En plus de sa charge administrative, Georges Martin-Zédé travaille constamment depuis 1896 à créer puis à entretenir des contacts amicaux entre Anticosti, le
gouvernement du Canada et celui du Québec.
Il espère maintenir des relations harmonieuses constantes avec ces instances incontournables; il use à cette fin avec les autorités politiques d’une diplomatie
fondée sur des rapports sociaux amicaux entretenus notamment par des invitations occasionnelles à visiter l’île.
Du même coup, il favorise la perception positive d’une présence étrangère (par ailleurs tout à fait légale) sur un vaste territoire national : l’acquisition
d’Anticosti avait inquiété certains députés fédéraux canadiens trop réceptifs aux rumeurs d’un établissement militaire français dans la grande île. Il importait de
ne donner aucune prise à un tel racontar évidemment tout à fait infondée.
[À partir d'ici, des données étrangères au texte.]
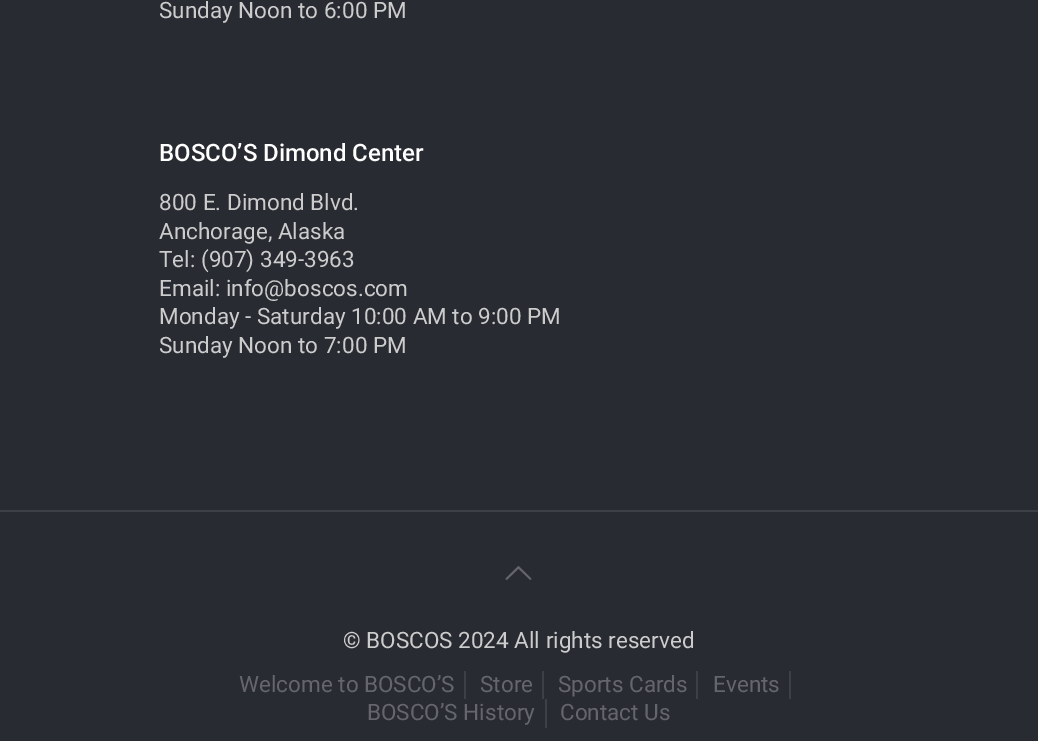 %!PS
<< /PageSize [1038 741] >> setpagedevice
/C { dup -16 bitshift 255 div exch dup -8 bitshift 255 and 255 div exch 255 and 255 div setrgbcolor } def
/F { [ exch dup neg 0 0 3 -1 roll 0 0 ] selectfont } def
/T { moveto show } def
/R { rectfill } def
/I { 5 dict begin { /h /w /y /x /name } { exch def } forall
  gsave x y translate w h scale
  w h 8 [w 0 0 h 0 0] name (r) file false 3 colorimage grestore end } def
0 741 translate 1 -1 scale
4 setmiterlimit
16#292B33 C
0 0 1038 741 R
/Roboto-Regular 22.5 F
16#CCCCCC C
(Sunday Noon to 6:00 PM) 159 18 T
/Roboto-Medium 24 F
16#FFFFFF C
(BOSCO’S Dimond Center) 159 161 T
/Roboto-Regular 22.5 F
16#CCCCCC C
(800 E. Dimond Blvd.) 159 210 T
(Anchorage, Alaska) 159 239 T
(Tel: \(907\) 349-3963) 159 267 T
(Email: info@boscos.com) 159 296 T
(Monday - Saturday 10:00 AM to 9:00 PM) 159 324 T
(Sunday Noon to 7:00 PM) 159 353 T
16#3E4047 C
0 510 1038 2 R
(1.rgb) 505 566 27 14 I
16#CCCCCC C
(© BOSCOS 2024 All rights reserved) 343 648 T
16#3E4047 C
464 671 2 28 R
16#65666C C
(Welcome to BOSCO’S) 239 692 T
16#3E4047 C
542 671 2 28 R
16#65666C C
(Store) 480 692 T
16#3E4047 C
696 671 2 28 R
16#65666C C
(Sports Cards) 558 692 T
16#3E4047 C
789 671 2 28 R
16#65666C C
(Events) 713 692 T
16#3E4047 C
545 699 2 29 R
16#65666C C
(BOSCO’S History) 367 720 T
(Contact Us) 560 720 T
showpage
La situation géographique stratégique des lieux, juste à l’entrée du Saint-Laurent, avait alimenté quelques craintes d’un retour militaire de la France au
Canada via Anticosti. Mais une première visite du gouverneur général dans l’île en 1901 – à l’invitation même de Martin-Zédé et en présence d’Henri Menier – avait
contribué à discréditer cette perception biaisée des faits. Les relations de l’administration anticostienne avec les gouvernements du pays se trouvèrent grandement
améliorées à la suite de cette prestigieuse visite, une situation heureuse que le régisseur entretient constamment et dans laquelle il sait évoluer avec
adresse.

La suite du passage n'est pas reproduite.